The most common current models for anti-HIV-1 gene therapy is through the use of humanized mice, immunodeficient animals into which human cells are engrafted. Evaluation of anti-HIV-1 gene therapy in animal models has been performed by HIV-1 challenge AFTER transplant with gene modified HSPC. This experimental design allows us to gain important data in a relatively simple setting. However, the clinical application of gene therapy will be in patients already infected with HIV-1. Thus, it is important to test the impact of HIV-1 infection on the success of gene modified HSPC engraftment and differentiation and through control of HIV-1 in previously infected humanized mice.
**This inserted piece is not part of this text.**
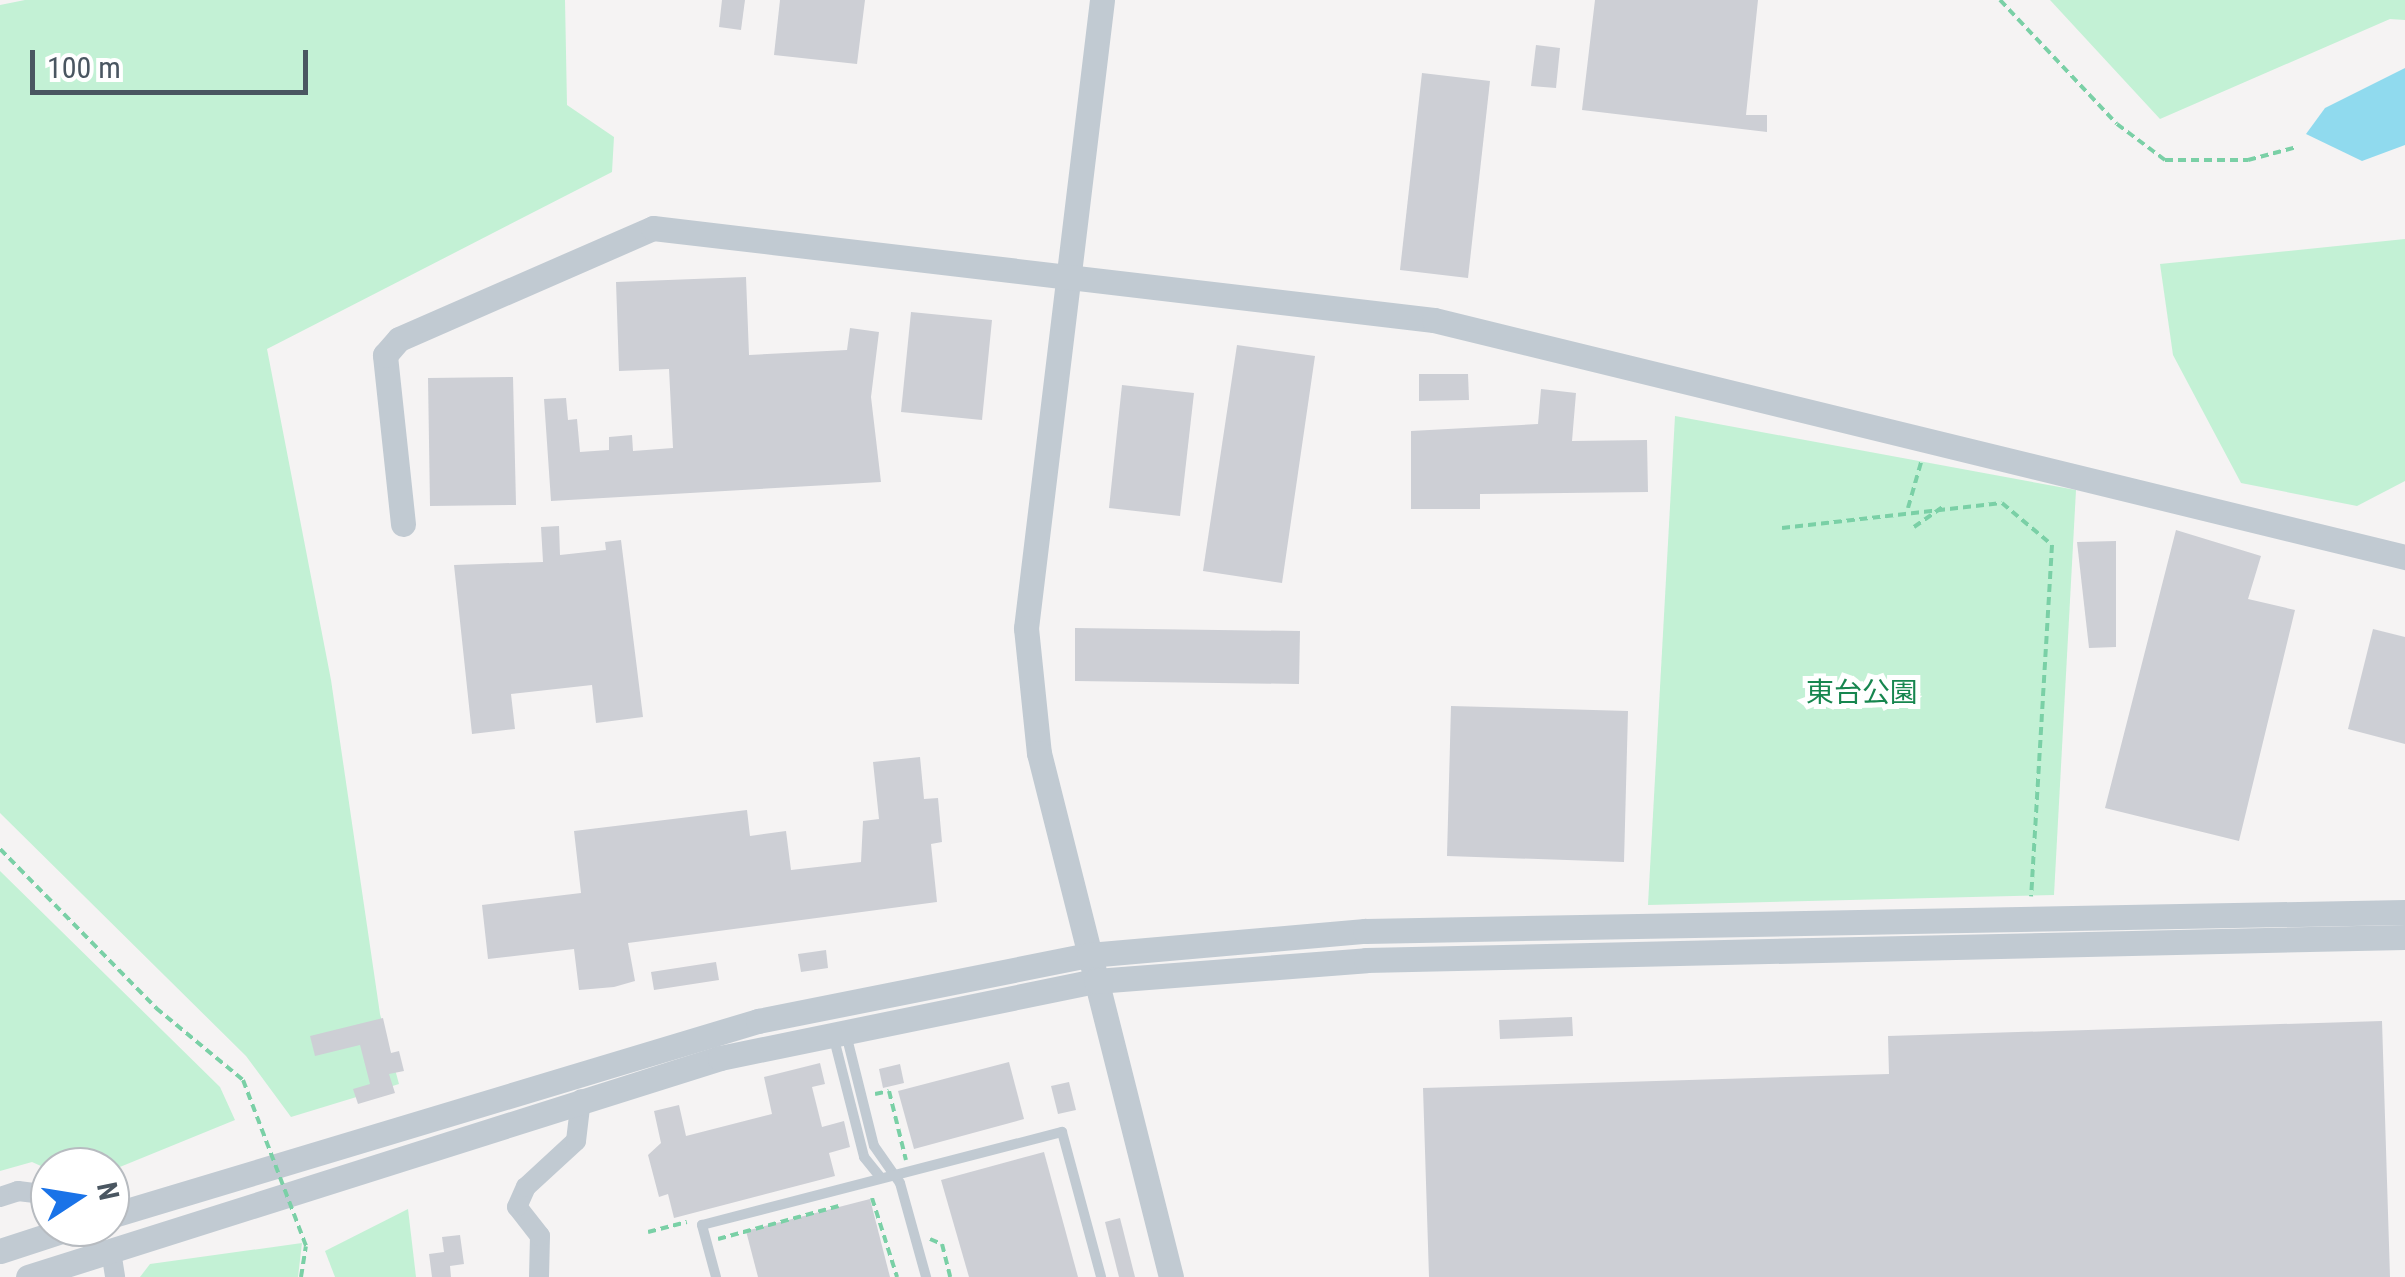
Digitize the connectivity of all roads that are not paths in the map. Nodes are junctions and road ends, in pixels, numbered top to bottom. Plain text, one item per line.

We tested a new mouse model whereby the first transplant of CD34+ cells allows human hematopoietic cell reconstitution and provides human cells for HIV-1. After HIV-1 is established, a second transplant is conducted using anti-HIV-1 gene modified CD34+ cells and thymus tissue. We find that the timing of the second transplant is important in order to maintain the integrity of the thymic organoid. In this system, repopulation of human CD45+ cells, CD3+, CD4+, CD8+ cells occurs efficiently. In HIV-1 infected animals, CD4+ cells are decreased relative to uninfected control animals. Under these conditions, we observe protection from HIV-1 by the transplant of genetically modified CD34+ cells. These studies provide the basis for a new model which should be useful for understanding and evaluating the efficacy of anti-HIV-1 gene modification of hematopoietic stem cells.